So while at first blush it might appear that the Slee Sinfonietta, performing Friday at University of Pittsburgh's Bellefield Hall, is a hip indie group or perhaps a contemporary of the Electric Light Orchestra, there's no such intrigue. It has a less sexy origin: a name.

"Frederic Slee was a Buffalo-area lawyer and patron, a person who had studied composition and musicianship with [Nadia] Boulanger," says David Felder, a composer on the faculty of SUNY Buffalo and director of its Center for 21st-Century Music. "The Slee bequest provides resources for a string quartet series, chamber music and the teaching of what now seems to be named Music Theory."

Slee Sinfonietta

When: 8 p.m. Friday

Where: Bellefield Hall, Oakland.

Tickets: $10-$20 (free for Pitt students); www.proartstickets.org or 412-394-3353.

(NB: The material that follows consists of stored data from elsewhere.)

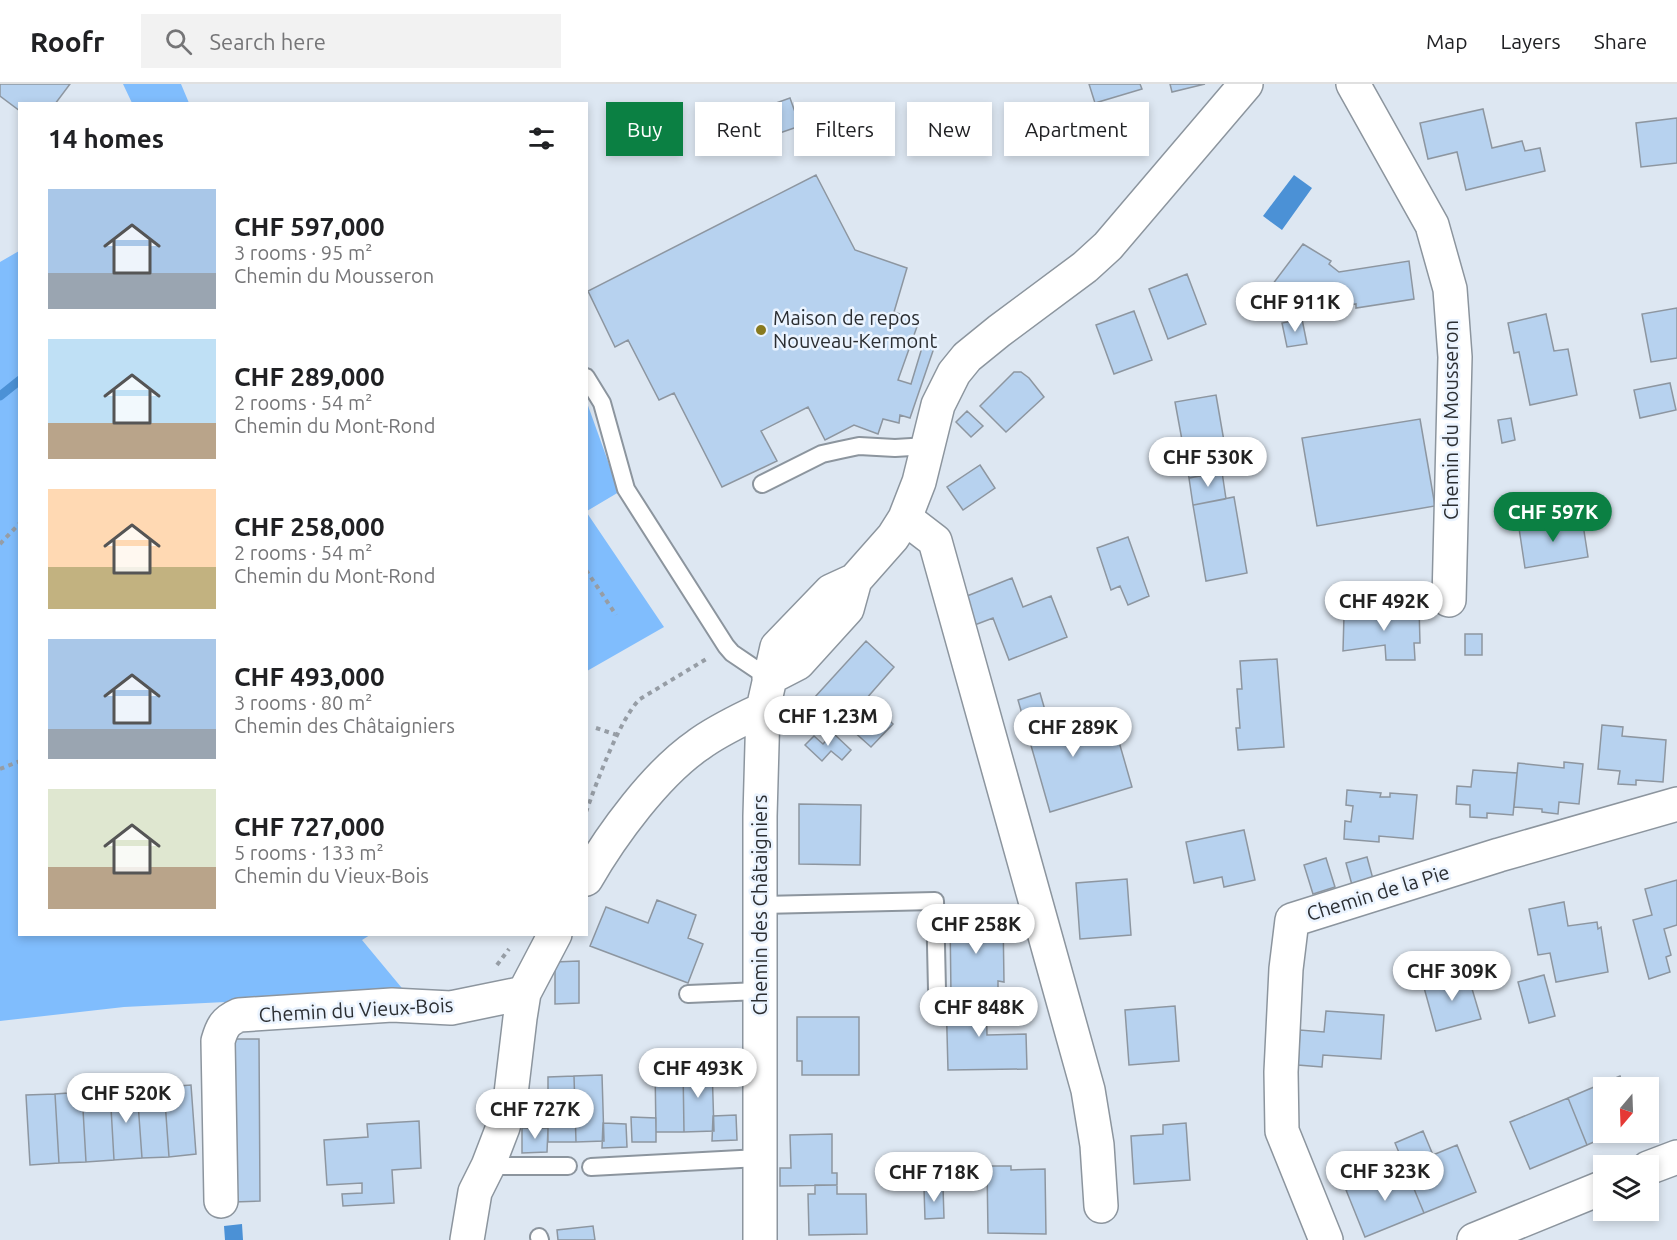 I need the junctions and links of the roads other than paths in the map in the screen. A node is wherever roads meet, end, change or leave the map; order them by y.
1 (1246, 84) edge
2 (1353, 84) edge
3 (588, 380) edge
4 (928, 446) junction
5 (762, 484) dead end
6 (905, 518) junction
7 (1449, 600) dead end
8 (766, 694) junction
9 (1677, 804) edge
10 (588, 876) edge
11 (760, 905) junction
12 (554, 936) edge
13 (937, 990) dead end
14 (759, 991) junction
15 (525, 993) junction
16 (688, 994) dead end
17 (1677, 1156) edge
18 (759, 1158) junction
19 (1659, 1163) edge
20 (488, 1166) junction
21 (568, 1166) dead end
22 (591, 1167) dead end
23 (1593, 1191) edge
24 (221, 1201) dead end
25 (1101, 1206) dead end
26 (467, 1240) edge
27 (760, 1240) edge
28 (1326, 1240) edge
29 (1474, 1240) edge

1 - 4 street
2 - 7 street, Chemin du Mousseron
3 - 8 lane
4 - 5 lane
4 - 6 street
6 - 8 street
6 - 25 street
8 - 10 street
8 - 11 street, Chemin des Châtaigniers
9 - 28 street, Chemin de la Pie
11 - 13 lane
11 - 14 street, Chemin des Châtaigniers
12 - 15 street
14 - 16 lane
14 - 18 street, Chemin des Châtaigniers
15 - 20 street
15 - 24 street, Chemin du Vieux-Bois
17 - 19 street
18 - 22 lane
18 - 27 street, Chemin des Châtaigniers
20 - 21 lane
20 - 26 street
23 - 29 street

Founded by Mr. Felder in 1997, the Slee Sinfonietta is the in-house, professional orchestra of the Center for 21st-Century Music. It can be a small group of soloists one day and an orchestra the next, depending on the works being performed.

"Such flexibility allows for diverse repertoire," he says. "Our mandate is to present neglected repertoire."

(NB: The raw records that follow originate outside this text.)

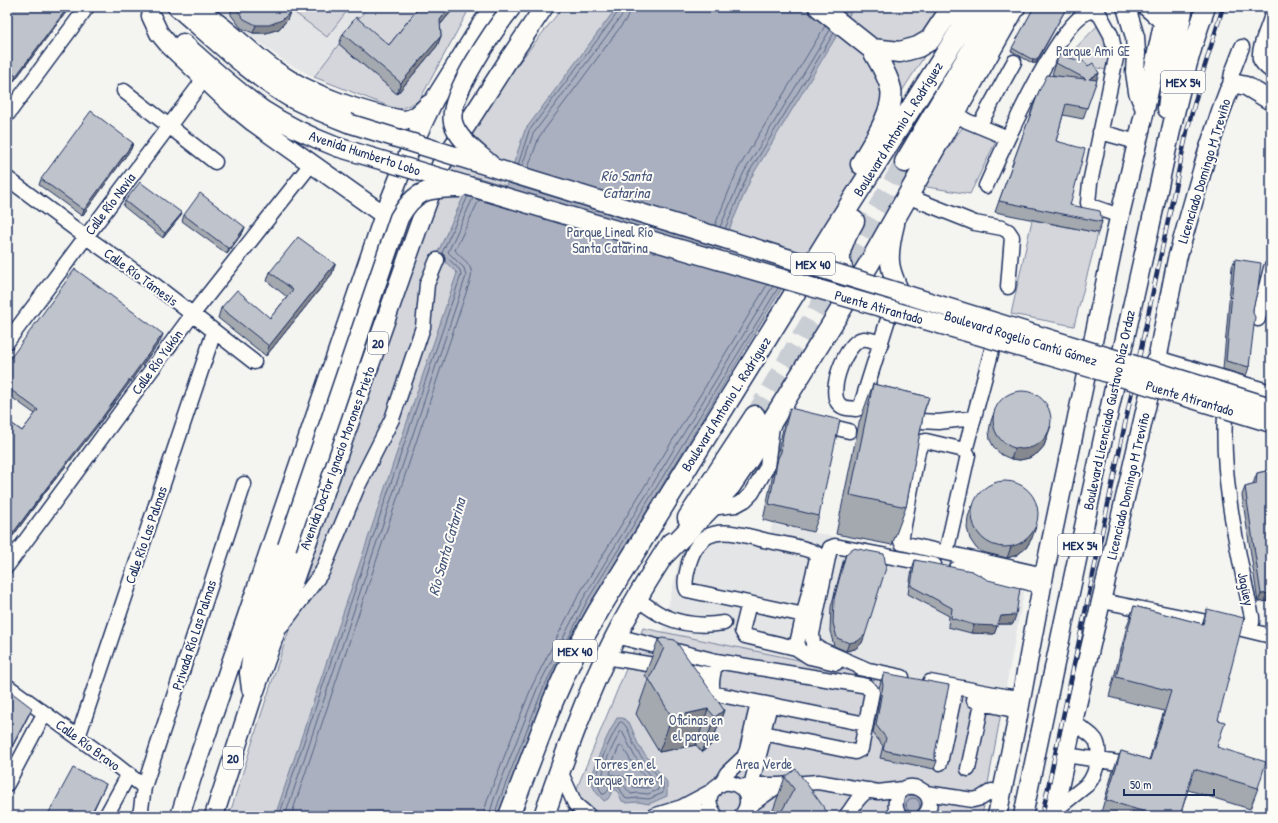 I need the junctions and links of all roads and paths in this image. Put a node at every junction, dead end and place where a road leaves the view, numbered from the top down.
1 (87, 7) edge
2 (177, 7) edge
3 (494, 7) edge
4 (512, 7) edge
5 (544, 7) edge
6 (819, 7) edge
7 (952, 7) edge
8 (973, 7) edge
9 (995, 7) edge
10 (1015, 7) edge
11 (1126, 7) edge
12 (1144, 7) edge
13 (1206, 7) edge
14 (197, 8) edge
15 (1094, 9) edge
16 (146, 11) edge
17 (1174, 12) edge
18 (1271, 18) edge
19 (1200, 25) junction
20 (1177, 36) junction
21 (1194, 46) junction
22 (1242, 47) dead end
23 (871, 49) junction
24 (1014, 62) dead end
25 (204, 70) junction
26 (1271, 71) edge
27 (929, 78) junction
28 (124, 90) dead end
29 (1229, 90) junction
30 (434, 100) junction
31 (1271, 101) edge
32 (1145, 110) junction
33 (954, 113) junction
34 (7, 115) edge
35 (169, 126) junction
36 (979, 126) junction
37 (1100, 132) junction
38 (1008, 138) junction
39 (1169, 141) junction
40 (1137, 142) junction
41 (215, 162) dead end
42 (905, 162) tunnel mouth
43 (312, 163) junction
44 (495, 168) junction
45 (7, 178) edge
46 (986, 186) dead end
47 (487, 191) junction
48 (907, 196) junction
49 (897, 214) junction
50 (384, 215) junction
51 (1120, 216) junction
52 (835, 228) junction
53 (86, 237) junction
54 (437, 260) dead end
55 (1271, 268) edge
56 (1008, 287) dead end
57 (854, 288) junction
58 (812, 293) junction
59 (900, 301) junction
60 (192, 315) junction
61 (837, 317) junction
62 (1258, 319) dead end
63 (998, 330) junction
64 (214, 332) junction
65 (7, 342) edge
66 (881, 343) junction
67 (1090, 358) junction
68 (1157, 360) junction
69 (254, 362) dead end
70 (1118, 367) junction
71 (1147, 377) junction
72 (1271, 394) edge
73 (1226, 401) junction
74 (1271, 407) edge
75 (1271, 415) edge
76 (774, 416) junction
77 (892, 418) edge
78 (974, 418) junction
79 (806, 420) edge
80 (1271, 423) edge
81 (849, 431) dead end
82 (965, 451) junction
83 (244, 484) dead end
84 (667, 498) junction
85 (946, 553) junction
86 (664, 555) junction
87 (7, 566) edge
88 (1043, 581) junction
89 (636, 599) junction
90 (1102, 600) junction
91 (749, 603) junction
92 (804, 615) junction
93 (724, 623) dead end
94 (1242, 629) junction
95 (616, 636) junction
96 (1271, 636) edge
97 (274, 637) junction
98 (796, 648) junction
99 (606, 657) junction
100 (1028, 659) junction
101 (716, 661) junction
102 (868, 670) junction
103 (713, 674) junction
104 (7, 686) edge
105 (956, 687) junction
106 (252, 699) junction
107 (982, 703) junction
108 (1011, 703) junction
109 (764, 704) junction
110 (44, 714) junction
111 (1073, 722) junction
112 (1042, 723) junction
113 (866, 724) junction
114 (765, 732) junction
115 (78, 737) junction
116 (1066, 755) junction
117 (1098, 759) junction
118 (940, 762) dead end
119 (1132, 765) edge
120 (968, 769) dead end
121 (560, 771) junction
122 (129, 774) junction
123 (7, 784) edge
124 (779, 785) junction
125 (144, 787) junction
126 (717, 787) junction
127 (903, 789) junction
128 (873, 791) junction
129 (992, 791) junction
130 (926, 793) junction
131 (745, 799) edge
132 (682, 807) junction
133 (898, 813) edge
134 (1054, 814) edge
135 (106, 816) edge
136 (140, 816) edge
137 (180, 816) edge
138 (214, 816) edge
139 (509, 816) edge
140 (544, 816) edge
141 (589, 816) edge
142 (653, 816) edge
143 (716, 816) edge
144 (846, 816) edge
145 (924, 816) edge
146 (986, 816) edge
147 (997, 816) edge
148 (1023, 816) edge

1 - 34 street
2 - 44 main road, Avenida Humberto Lobo, bridge
3 - 30 main road, 20
4 - 44 main road, bridge
5 - 97 main road, Avenida Doctor Ignacio Morones Prieto / 20
6 - 23 highway
7 - 23 highway
8 - 27 highway, Boulevard Antonio L. Rodríguez / MEX 40
9 - 42 highway, Boulevard Antonio L. Rodríguez
10 - 33 highway
11 - 32 main road
12 - 17 street
13 - 19 main road, Boulevard Licenciado Gustavo Díaz Ordaz / MEX 54
14 - 30 main road
15 - 37 street
15 - 38 street
16 - 25 main road
17 - 19 street
17 - 20 main road
17 - 32 main road, Boulevard Licenciado Gustavo Díaz Ordaz / MEX 54
18 - 26 street
19 - 21 main road, Boulevard Licenciado Gustavo Díaz Ordaz / MEX 54
20 - 21 street
20 - 39 main road
21 - 39 main road, Boulevard Licenciado Gustavo Díaz Ordaz / MEX 54
22 - 29 street
23 - 52 highway
24 - 36 street
25 - 35 street, Calle Río Navia
25 - 43 main road
25 - 47 main road, Avenida Humberto Lobo, bridge
27 - 52 highway, Boulevard Antonio L. Rodríguez / MEX 40
27 - 57 highway
28 - 35 street
29 - 31 main road, Licenciado Domingo M Treviño
29 - 68 main road, Licenciado Domingo M Treviño
30 - 50 main road, 20
32 - 40 main road, Boulevard Licenciado Gustavo Díaz Ordaz / MEX 54
33 - 36 street
33 - 48 highway
35 - 41 street
35 - 53 street, Calle Río Navia
36 - 38 street
37 - 40 street
37 - 51 street
38 - 46 street
39 - 70 main road, Boulevard Licenciado Gustavo Díaz Ordaz / MEX 54
40 - 51 main road, Boulevard Licenciado Gustavo Díaz Ordaz / MEX 54
43 - 50 main road
43 - 60 street, Calle Río Yukón
44 - 74 main road, Puente Atirantado, bridge
45 - 53 street, Calle Río Támesis
47 - 80 main road, Puente Atirantado, bridge
47 - 106 main road, bridge
48 - 49 highway
48 - 56 street
49 - 57 highway
49 - 59 main road
50 - 137 main road, 20
51 - 67 main road, Boulevard Licenciado Gustavo Díaz Ordaz / MEX 54
52 - 84 highway, Boulevard Antonio L. Rodríguez / MEX 40
53 - 60 street, Calle Río Támesis
53 - 65 street, Calle Río Navia
54 - 97 street
55 - 62 street
57 - 58 highway
57 - 59 main road, Boulevard Rogelio Cantú Gómez
57 - 61 highway
58 - 61 highway
58 - 84 highway
59 - 63 main road, Boulevard Rogelio Cantú Gómez
59 - 66 street
60 - 64 street, Calle Río Támesis
60 - 87 street, Calle Río Yukón
61 - 76 highway
63 - 67 main road, Boulevard Rogelio Cantú Gómez
63 - 78 street
64 - 69 street, Calle Río Támesis
64 - 115 street, Calle Río Las Palmas
66 - 66 street
67 - 70 main road, Boulevard Rogelio Cantú Gómez
67 - 88 main road, Boulevard Licenciado Gustavo Díaz Ordaz / MEX 54
68 - 71 main road
68 - 72 main road
70 - 71 main road, Boulevard Rogelio Cantú Gómez
70 - 112 main road, Boulevard Licenciado Gustavo Díaz Ordaz / MEX 54
71 - 73 main road, Boulevard Rogelio Cantú Gómez
71 - 90 main road, Licenciado Domingo M Treviño
73 - 75 main road, Boulevard Rogelio Cantú Gómez
73 - 94 street, Jagüey
76 - 86 highway, Boulevard Antonio L. Rodríguez / MEX 40
76 - 86 highway
77 - 78 street
78 - 82 street
79 - 81 street
82 - 85 street
82 - 85 street
83 - 125 street, Privada Río Las Palmas
84 - 139 highway, Boulevard Antonio L. Rodríguez / MEX 40
85 - 88 street
86 - 89 highway, Boulevard Antonio L. Rodríguez / MEX 40
88 - 100 main road, Boulevard Licenciado Gustavo Díaz Ordaz / MEX 54
88 - 102 street
89 - 93 street
89 - 95 highway, Boulevard Antonio L. Rodríguez / MEX 40
90 - 94 street, Jagüey
90 - 111 main road, Licenciado Domingo M Treviño
91 - 92 street
91 - 92 street
91 - 98 street
92 - 98 street
94 - 96 street
95 - 99 highway, Boulevard Antonio L. Rodríguez / MEX 40
95 - 101 street
97 - 106 main road, Avenida Doctor Ignacio Morones Prieto / 20
98 - 102 street
99 - 103 street
99 - 121 highway, Boulevard Antonio L. Rodríguez / MEX 40
100 - 108 main road, Boulevard Licenciado Gustavo Díaz Ordaz
100 - 112 main road
100 - 147 main road, Boulevard Licenciado Gustavo Díaz Ordaz / MEX 54
101 - 103 street
101 - 113 street
102 - 105 street
103 - 109 street
104 - 110 street, Calle Río Bravo
105 - 107 street
105 - 108 street
105 - 118 street
106 - 138 main road, Avenida Doctor Ignacio Morones Prieto / 20
107 - 108 street
107 - 120 street
108 - 129 main road, Boulevard Licenciado Gustavo Díaz Ordaz
109 - 113 street
109 - 114 street
109 - 126 street
110 - 115 street, Calle Río Bravo
110 - 123 street
111 - 116 main road, Licenciado Domingo M Treviño
111 - 117 street
112 - 148 main road, Boulevard Licenciado Gustavo Díaz Ordaz / MEX 54
113 - 114 street
114 - 131 street
115 - 122 street, Calle Río Bravo
116 - 117 street
116 - 134 main road, Licenciado Domingo M Treviño
117 - 119 street
117 - 134 street
121 - 140 highway, Boulevard Antonio L. Rodríguez / MEX 40
121 - 141 street
122 - 125 street, Calle Río Bravo
122 - 135 street
124 - 128 street
124 - 131 street
124 - 131 street
125 - 136 street
126 - 131 street
126 - 132 street
126 - 143 street
127 - 128 street
127 - 130 street
127 - 133 street
128 - 133 street
128 - 144 street
129 - 130 street
129 - 146 main road, Boulevard Licenciado Gustavo Díaz Ordaz
130 - 145 street
132 - 142 street
132 - 143 street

Unfortunately, neglected could describe most contemporary classical composers, which is what drives the likes of Mr. Felder and the co-directors of Pitt's Music on the Edge concert series, composers Mat Rosenblum and Eric Moe. They are committed to getting the word out on the vibrant music being written today by those composing in the art-music tradition. Slee Sinfonietta's appearance on the Pitt series will do just that with a concert of Donald Erb's "Sunlit Peaks and Dark Valleys," Mr. Felder's "Another Face," Andrew Rindfleisch's" "What Vibes!" and Mr. Rosenblum's "Ancient Eyes."

"Slee Sinfonietta is a crackerjack ensemble," says Mr. Rosenblum. It better be, as it will be asked to use pitches outside the 12 notes of the chromatic scale (the white and black keys on a piano) when it performs "Ancient Eyes." This special tuning is not for effect but an approach to music that is core to Mr. Rosenblum's aesthetic. And it was how this music came to him at a special time of his life. "Ancient Eyes was written during the months directly before and after the birth of my daughter and reflects some of the thoughts and emotions I was experiencing at that time."

In contrast, Mr. Erb's composition for violin, clarinet and piano is partly inspired by a public event, and a catastrophic one: "the bombing of the Federal building in Oklahoma City and the murder of the children," he writes in program notes.

Slee Sinfonietta may deal in neglected repertoire, but the music draws on issues just as universal and relevant as any music, something it will look to impart as it opens the Music on the Edge season this weekend.